Reported by Kyle Whitmire and written by Madison Underwood
After two days of meetings in and out of public and months of settlement negotiations, the Jefferson County Commission voted Tuesday to proceed with bankruptcy filings and become the largest municipal bankruptcy in U.S. history.
After thanking Alabama Gov. Robert Bentley for supporting Jefferson County in negotiations with the county’s creditors, Commissioner Jimmie Stephens motioned for the filing, and Commissioner Sandra Little Brown seconded the motion.
Carrington apologized for the effect the bankruptcy — which will be twice the size of Orange Co., Calif.’s bankruptcy filing, the current recordholder — will have on the state of Alabama and other municipalities.
“I’m sorry, I feel like this has to be done,” Carrington said.
Attorneys for Jefferson County filed a bankruptcy petition at 4:29 p.m. Hearings could begin as early as Thursday morning.
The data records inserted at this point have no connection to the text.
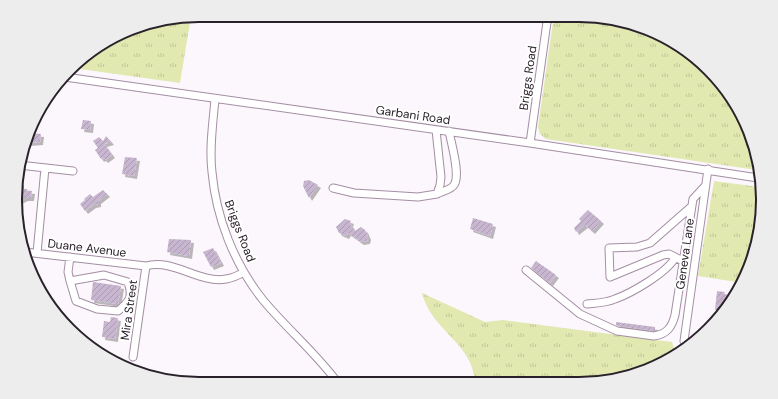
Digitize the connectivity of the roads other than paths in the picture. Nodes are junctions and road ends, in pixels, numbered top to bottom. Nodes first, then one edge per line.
1 (547, 22) edge
2 (70, 78) edge
3 (215, 99) junction
4 (436, 130) junction
5 (448, 131) junction
6 (530, 143) junction
7 (25, 166) edge
8 (45, 168) junction
9 (708, 169) junction
10 (73, 171) dead end
11 (754, 177) edge
12 (705, 186) junction
13 (334, 188) dead end
14 (437, 194) junction
15 (691, 207) junction
16 (30, 253) edge
17 (37, 254) junction
18 (70, 257) junction
19 (675, 258) junction
20 (683, 261) junction
21 (146, 266) junction
22 (526, 270) dead end
23 (244, 272) junction
24 (70, 280) junction
25 (587, 304) dead end
26 (684, 341) dead end
27 (133, 357) dead end
28 (333, 377) edge

1 - 6 street, Briggs Road
2 - 3 street, Garbani Road
3 - 4 street, Garbani Road
3 - 23 street, Briggs Road
4 - 5 street, Garbani Road
4 - 14 street
5 - 6 street, Garbani Road
5 - 14 street
6 - 9 street, Garbani Road
7 - 8 street
8 - 10 street
8 - 17 street
9 - 11 street, Garbani Road
9 - 12 street, Geneva Lane
12 - 15 street
12 - 26 street, Geneva Lane
13 - 14 street
15 - 19 street
15 - 20 street
16 - 17 street, Duane Avenue
17 - 18 street, Duane Avenue
18 - 21 street, Duane Avenue
18 - 24 street
19 - 20 street
19 - 25 street
20 - 22 street
21 - 23 street, Duane Avenue
21 - 27 street, Mira Street
23 - 28 street, Briggs Road
24 - 24 street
Before the vote, Commissioner Bowman told the gallery gathered in the commission chambers that he had a message for Jefferson County creditor JPMorgan: if you can forgive $14 billion of debt for Greece, you can take your foot off JeffCo’s neck and forgive more of the county’s debt.
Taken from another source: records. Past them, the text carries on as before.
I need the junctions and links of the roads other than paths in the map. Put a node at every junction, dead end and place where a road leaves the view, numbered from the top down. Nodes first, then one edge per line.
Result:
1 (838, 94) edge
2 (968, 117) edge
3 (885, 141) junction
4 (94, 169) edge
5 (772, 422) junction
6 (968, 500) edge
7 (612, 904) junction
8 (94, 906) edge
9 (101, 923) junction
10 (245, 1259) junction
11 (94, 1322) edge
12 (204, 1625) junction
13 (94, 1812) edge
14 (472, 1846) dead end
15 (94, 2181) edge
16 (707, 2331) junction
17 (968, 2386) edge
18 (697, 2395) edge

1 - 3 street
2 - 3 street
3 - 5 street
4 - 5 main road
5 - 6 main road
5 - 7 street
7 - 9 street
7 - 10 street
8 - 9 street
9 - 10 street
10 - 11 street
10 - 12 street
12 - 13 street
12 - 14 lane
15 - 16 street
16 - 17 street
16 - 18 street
“Just as you helped Greece, you have the power to do the same for Jefferson County for a fraction of the cost,” Bowman said.
Bowman said he wanted the county’s debt cut from $3.2 billion to $1.5 billion.
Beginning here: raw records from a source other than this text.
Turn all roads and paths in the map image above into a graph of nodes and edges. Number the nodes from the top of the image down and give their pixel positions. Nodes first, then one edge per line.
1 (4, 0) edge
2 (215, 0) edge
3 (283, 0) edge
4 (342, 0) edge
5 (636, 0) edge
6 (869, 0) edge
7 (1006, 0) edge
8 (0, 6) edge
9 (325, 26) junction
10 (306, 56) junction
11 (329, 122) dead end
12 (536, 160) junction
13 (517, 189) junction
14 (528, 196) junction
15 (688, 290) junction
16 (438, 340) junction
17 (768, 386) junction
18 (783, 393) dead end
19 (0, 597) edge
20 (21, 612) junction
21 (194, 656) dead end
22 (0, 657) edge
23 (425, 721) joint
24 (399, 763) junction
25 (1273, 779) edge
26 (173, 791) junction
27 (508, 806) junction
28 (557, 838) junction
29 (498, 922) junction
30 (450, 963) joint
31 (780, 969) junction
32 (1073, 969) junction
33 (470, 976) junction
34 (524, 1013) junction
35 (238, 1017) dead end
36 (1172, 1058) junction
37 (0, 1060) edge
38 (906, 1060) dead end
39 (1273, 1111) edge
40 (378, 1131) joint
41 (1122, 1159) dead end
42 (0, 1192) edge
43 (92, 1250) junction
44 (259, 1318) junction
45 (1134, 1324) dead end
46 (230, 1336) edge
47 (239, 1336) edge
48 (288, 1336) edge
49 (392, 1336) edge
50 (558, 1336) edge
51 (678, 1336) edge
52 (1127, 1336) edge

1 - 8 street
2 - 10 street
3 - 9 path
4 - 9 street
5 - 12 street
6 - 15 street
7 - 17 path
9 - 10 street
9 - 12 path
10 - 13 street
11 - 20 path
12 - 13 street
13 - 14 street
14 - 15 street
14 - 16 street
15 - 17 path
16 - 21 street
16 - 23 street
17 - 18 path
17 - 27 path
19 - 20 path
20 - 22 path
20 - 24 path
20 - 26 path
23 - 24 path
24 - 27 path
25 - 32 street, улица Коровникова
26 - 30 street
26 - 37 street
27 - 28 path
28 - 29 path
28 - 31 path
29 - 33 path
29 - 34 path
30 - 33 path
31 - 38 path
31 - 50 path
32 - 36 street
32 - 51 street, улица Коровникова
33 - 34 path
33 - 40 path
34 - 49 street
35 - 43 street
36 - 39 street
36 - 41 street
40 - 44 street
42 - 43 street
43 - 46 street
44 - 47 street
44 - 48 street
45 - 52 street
The rate increases required by the settlement would be too much for Jefferson County ratepayers, Stephens said.
Commissioner Joe Knight said Jefferson County had to turn to bankruptcy, which he described as its last resort. “Three and a half years we’ve been dealing with the sewer debacle—two commissions, two governors….” and the people of Jefferson County have had enough, Knight said.
After the vote, Gov. Bentley expressed frustration with the Commission’s decision on Twitter.
“I’m disappointed by the decision today, bankruptcy will negatively impact not only Birmingham, but also the entire state,” Bentley tweeted. “The settlement that JeffCo rejected would have reduced the sewer debt by $1 billion and significantly reduced proposed sewer rate increases.”
“The JeffCo sewer debt has been an impediment to economic growth in Al & bankruptcy filing will now be an even greater challenge,” Bentley continued. “We must bring economic growth and stability to BHM region & try to limit the impact of this decision on the residents and businesses.”
After the vote, the Commission adjourned until 9 a.m. next Wednesday.